Every line of the following records that includes "roads" should be copied.

(Given records begins)

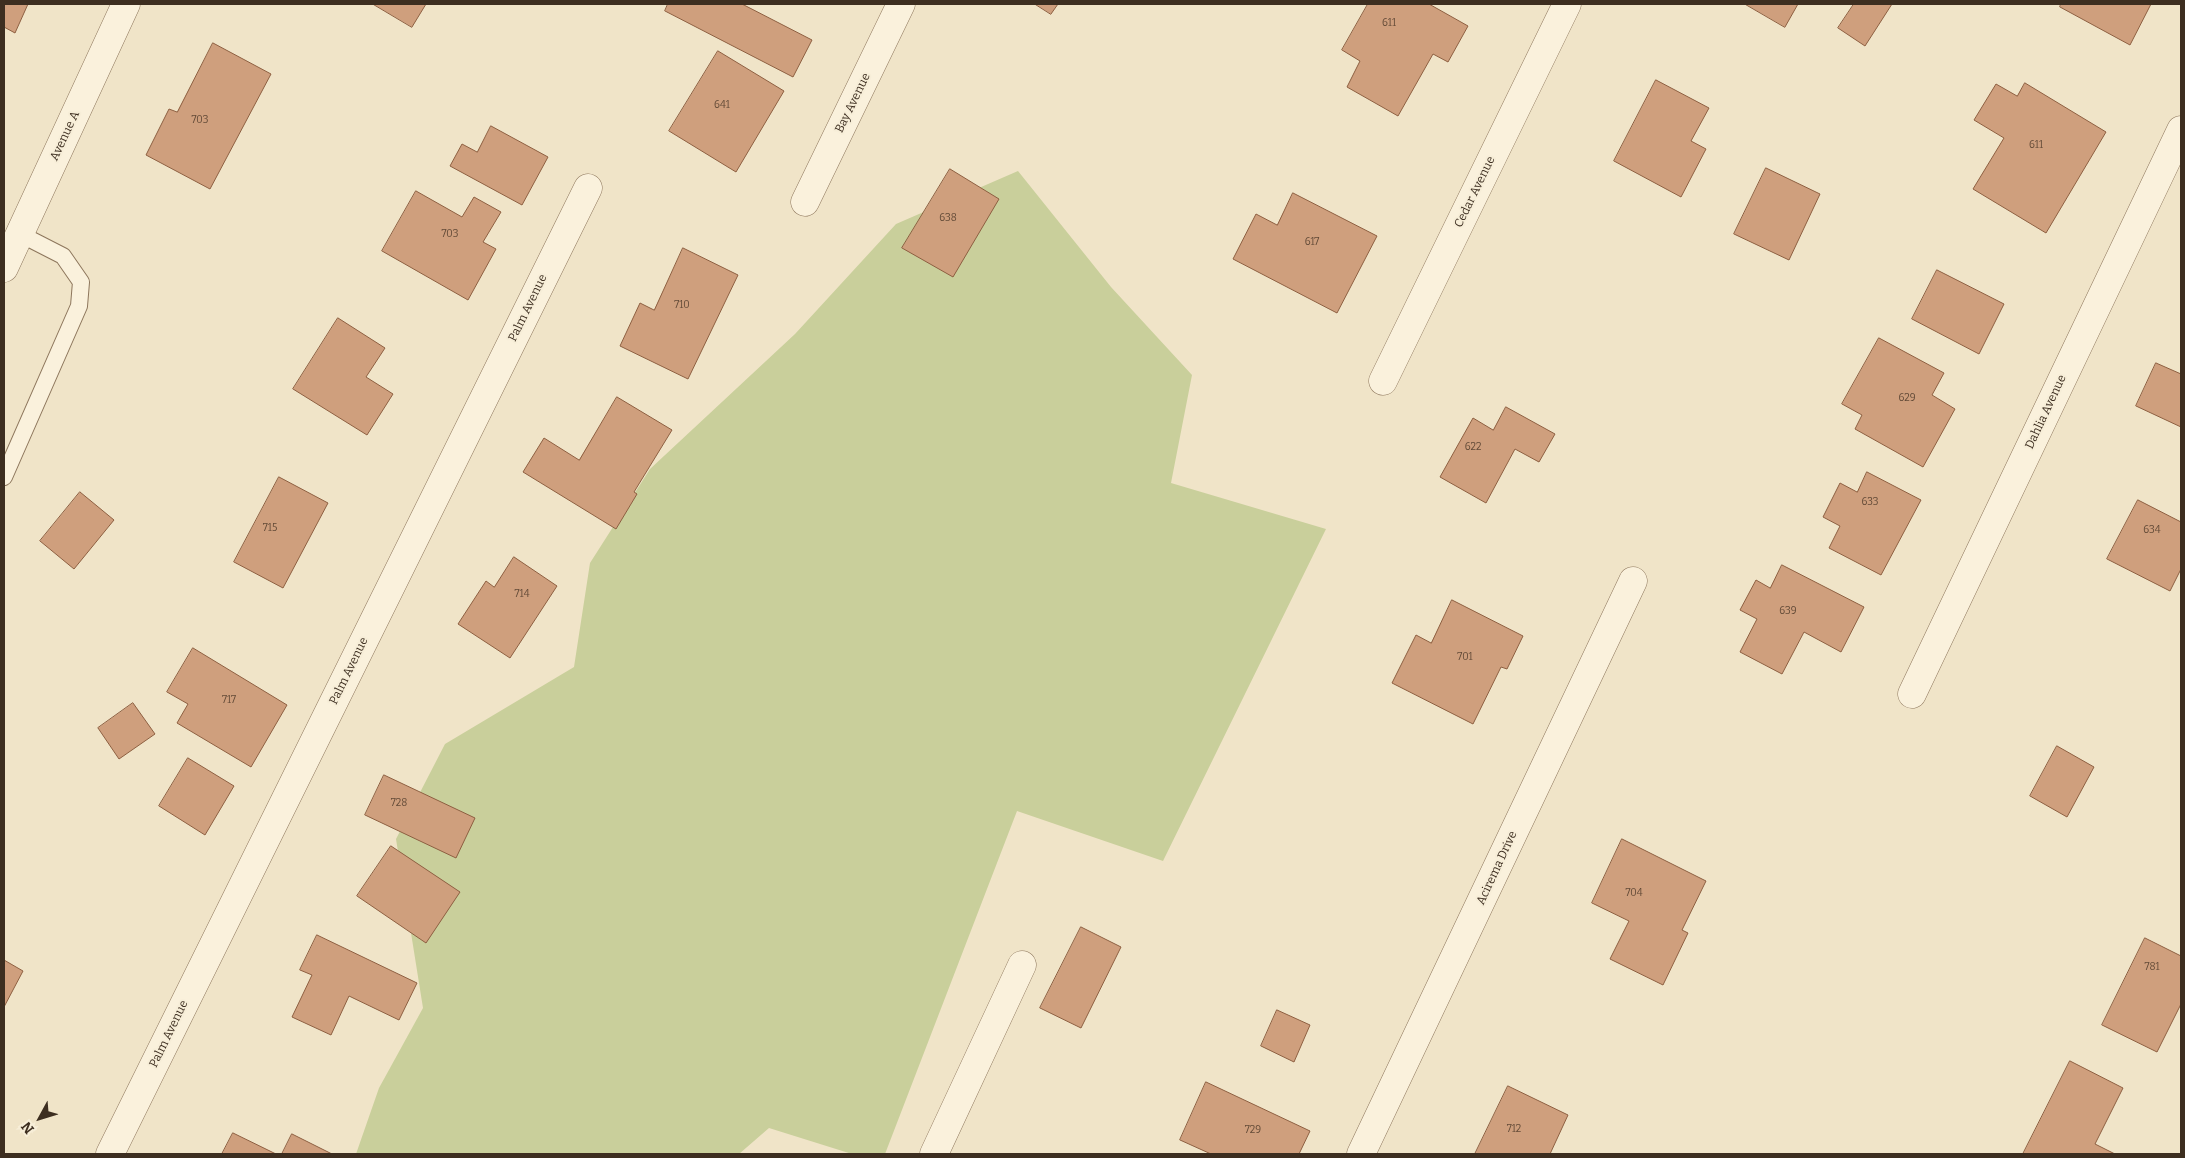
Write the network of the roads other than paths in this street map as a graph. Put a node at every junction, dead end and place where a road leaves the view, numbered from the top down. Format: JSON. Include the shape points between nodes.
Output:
{"nodes":[{"id":1,"x":126,"y":4,"type":"edge"},
{"id":2,"x":901,"y":4,"type":"edge"},
{"id":3,"x":1567,"y":4,"type":"edge"},
{"id":4,"x":2181,"y":130,"type":"edge"},
{"id":5,"x":588,"y":188,"type":"dead end"},
{"id":6,"x":805,"y":202,"type":"dead end"},
{"id":7,"x":20,"y":234,"type":"junction"},
{"id":8,"x":4,"y":268,"type":"edge"},
{"id":9,"x":1384,"y":381,"type":"dead end"},
{"id":10,"x":4,"y":477,"type":"edge"},
{"id":11,"x":1634,"y":581,"type":"dead end"},
{"id":12,"x":1912,"y":694,"type":"dead end"},
{"id":13,"x":1022,"y":965,"type":"dead end"},
{"id":14,"x":110,"y":1154,"type":"edge"},
{"id":15,"x":934,"y":1154,"type":"edge"},
{"id":16,"x":1361,"y":1154,"type":"edge"}],
"edges":[{"from":1,"to":7,"type":"street","name":"Avenue A"},
{"from":2,"to":6,"type":"street","name":"Bay Avenue"},
{"from":3,"to":9,"type":"street","name":"Cedar Avenue"},
{"from":4,"to":12,"type":"street","name":"Dahlia Avenue"},
{"from":5,"to":14,"type":"street","name":"Palm Avenue"},
{"from":7,"to":8,"type":"street","name":"Avenue A"},
{"from":7,"to":10,"type":"lane","via":[[63,256],[81,282],[80,298]]},
{"from":11,"to":16,"type":"street","name":"Acirema Drive"},
{"from":13,"to":15,"type":"street"}]}
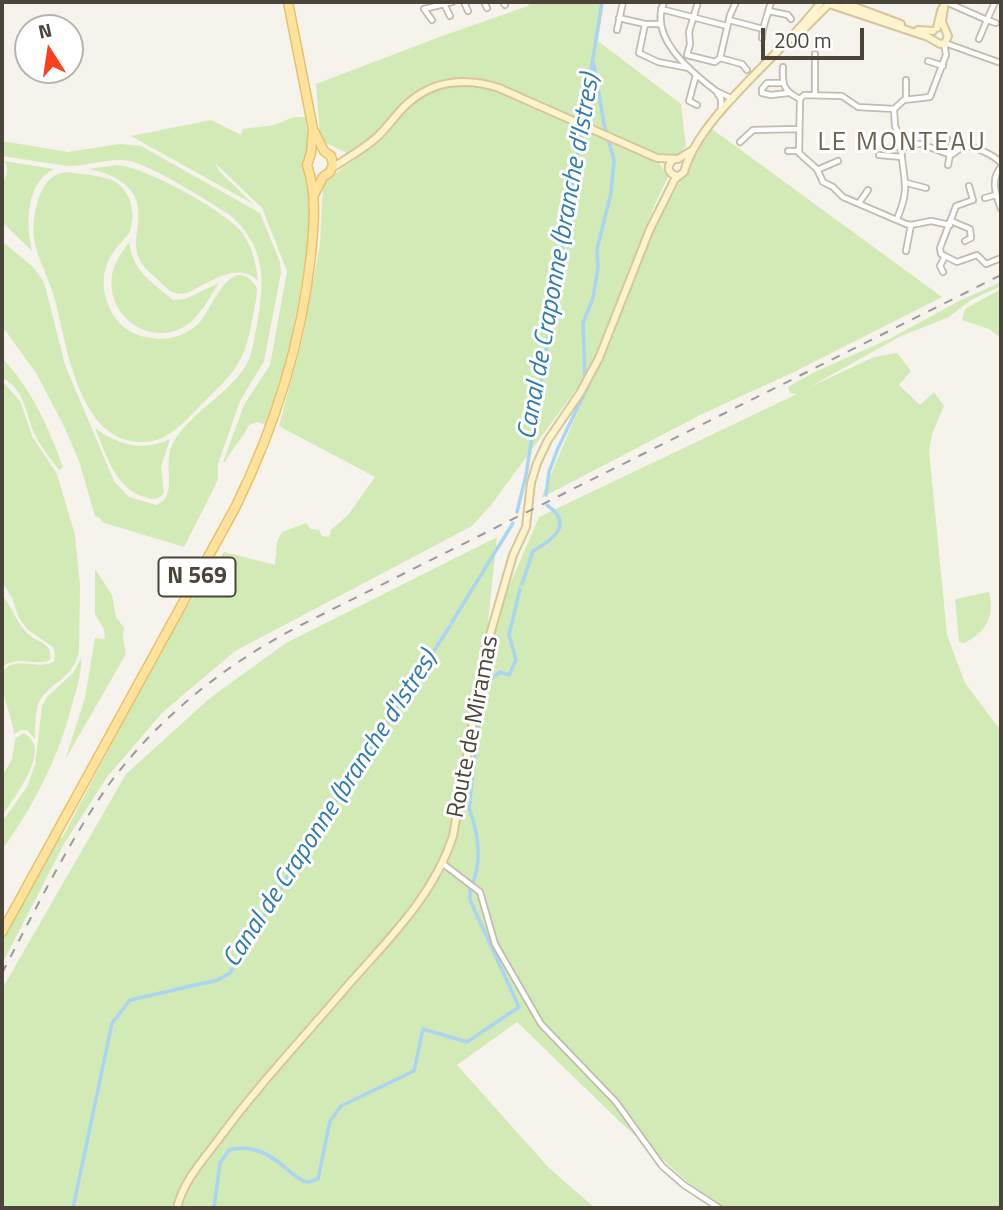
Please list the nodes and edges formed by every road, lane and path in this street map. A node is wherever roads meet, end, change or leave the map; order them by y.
1 (288, 2) edge
2 (452, 2) edge
3 (464, 2) edge
4 (484, 2) edge
5 (623, 2) edge
6 (664, 2) edge
7 (698, 2) edge
8 (736, 2) edge
9 (771, 2) edge
10 (842, 2) edge
11 (995, 2) edge
12 (828, 3) edge
13 (948, 3) edge
14 (444, 4) junction
15 (487, 8) dead end
16 (661, 9) junction
17 (468, 11) dead end
18 (769, 11) junction
19 (450, 16) dead end
20 (620, 18) junction
21 (693, 18) junction
22 (791, 19) dead end
23 (432, 20) dead end
24 (987, 20) junction
25 (728, 23) junction
26 (996, 23) dead end
27 (645, 24) junction
28 (661, 24) junction
29 (763, 29) junction
30 (617, 30) dead end
31 (935, 30) junction
32 (762, 38) dead end
33 (979, 39) dead end
34 (943, 43) junction
35 (954, 45) junction
36 (814, 54) dead end
37 (687, 55) junction
38 (720, 58) junction
39 (683, 61) junction
40 (928, 61) dead end
41 (1001, 64) edge
42 (943, 66) junction
43 (783, 67) dead end
44 (689, 68) junction
45 (747, 70) dead end
46 (696, 75) junction
47 (906, 80) dead end
48 (782, 83) junction
49 (716, 91) junction
50 (788, 93) junction
51 (815, 95) junction
52 (721, 99) junction
53 (800, 99) junction
54 (906, 99) junction
55 (731, 102) junction
56 (697, 105) dead end
57 (894, 109) junction
58 (721, 112) junction
59 (313, 129) junction
60 (798, 130) junction
61 (947, 138) dead end
62 (901, 139) junction
63 (740, 142) dead end
64 (906, 144) junction
65 (901, 148) junction
66 (692, 150) junction
67 (788, 151) dead end
68 (798, 151) junction
69 (942, 152) junction
70 (311, 153) junction
71 (327, 153) junction
72 (351, 155) junction
73 (879, 155) dead end
74 (950, 155) junction
75 (902, 157) junction
76 (657, 158) junction
77 (676, 159) junction
78 (838, 161) dead end
79 (685, 164) junction
80 (948, 165) dead end
81 (1001, 165) edge
82 (332, 168) junction
83 (817, 170) junction
84 (669, 171) junction
85 (310, 173) junction
86 (677, 176) junction
87 (323, 177) junction
88 (907, 182) junction
89 (969, 187) dead end
90 (926, 188) dead end
91 (670, 189) junction
92 (868, 190) dead end
93 (314, 195) junction
94 (996, 195) junction
95 (985, 198) dead end
96 (859, 203) junction
97 (1001, 207) edge
98 (898, 219) junction
99 (950, 223) junction
100 (911, 225) junction
101 (965, 241) dead end
102 (906, 251) dead end
103 (945, 256) junction
104 (1001, 258) edge
105 (943, 272) dead end
106 (442, 863) junction
107 (2, 932) edge
108 (177, 1208) edge
109 (719, 1208) edge

1 - 59 main road
2 - 14 street
3 - 17 street
4 - 15 street
5 - 20 street
6 - 16 street
7 - 21 street
8 - 25 street
9 - 18 street
10 - 31 main road
11 - 24 street
12 - 34 main road
12 - 55 main road
13 - 24 street
13 - 31 main road
13 - 34 main road
14 - 19 street
14 - 23 street
16 - 21 street
16 - 28 street
18 - 22 street
18 - 29 street
20 - 27 street
20 - 30 street
21 - 25 street
21 - 37 street
24 - 26 street
24 - 33 street
25 - 29 street
25 - 38 street
27 - 28 street
27 - 44 street
28 - 39 street
29 - 32 street
31 - 34 main road
31 - 34 main road
34 - 35 street
34 - 35 street
34 - 42 street
35 - 41 street
36 - 51 street
37 - 38 street
37 - 39 street
38 - 45 street
39 - 44 street
40 - 42 street
42 - 54 street
43 - 48 street
44 - 46 street
46 - 49 street
46 - 56 street
47 - 54 street
48 - 50 street
48 - 50 street
49 - 52 street
49 - 55 street
50 - 53 street
51 - 53 street
51 - 57 street
52 - 55 street
52 - 58 street
53 - 60 street
54 - 57 street
55 - 58 main road
57 - 62 street
58 - 66 main road
59 - 70 main road
59 - 71 main road
60 - 63 street
60 - 68 street
61 - 69 street
62 - 64 street
62 - 65 street
64 - 65 street
64 - 69 street
65 - 75 street
66 - 77 main road
66 - 79 main road
67 - 68 street
68 - 83 street
69 - 74 street
70 - 71 main road
70 - 85 main road
71 - 72 main road
71 - 82 main road
72 - 76 main road
72 - 82 main road
73 - 75 street
74 - 80 street
74 - 81 street
75 - 88 street
76 - 77 main road
76 - 84 main road
77 - 79 main road
77 - 84 main road
78 - 83 street
79 - 86 main road
81 - 94 street
82 - 87 main road
83 - 96 street
84 - 86 main road
84 - 91 main road, Route de Miramas
85 - 87 main road
85 - 93 main road, N 569
86 - 91 main road, Route de Miramas
87 - 93 main road, N 569
88 - 90 street
88 - 98 street
89 - 99 street
91 - 106 main road, Route de Miramas
92 - 96 street
93 - 107 main road, N 569
94 - 95 street
94 - 97 street
96 - 98 street
98 - 100 street
99 - 100 street
99 - 101 street
99 - 103 street
100 - 102 street
103 - 104 street
103 - 105 street
106 - 108 main road, Route de Miramas
106 - 109 street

(Given records ends)

▶ [Solution to the exercise]:
Write the network of the roads other than paths in this street map as a graph. Put a node at every junction, dead end and place where a road leaves the view, numbered from the top down. Format: JSON. Include the shape points between nodes.
Please list the nodes and edges formed by every road, lane and path in this street map. A node is wherever roads meet, end, change or leave the map; order them by y.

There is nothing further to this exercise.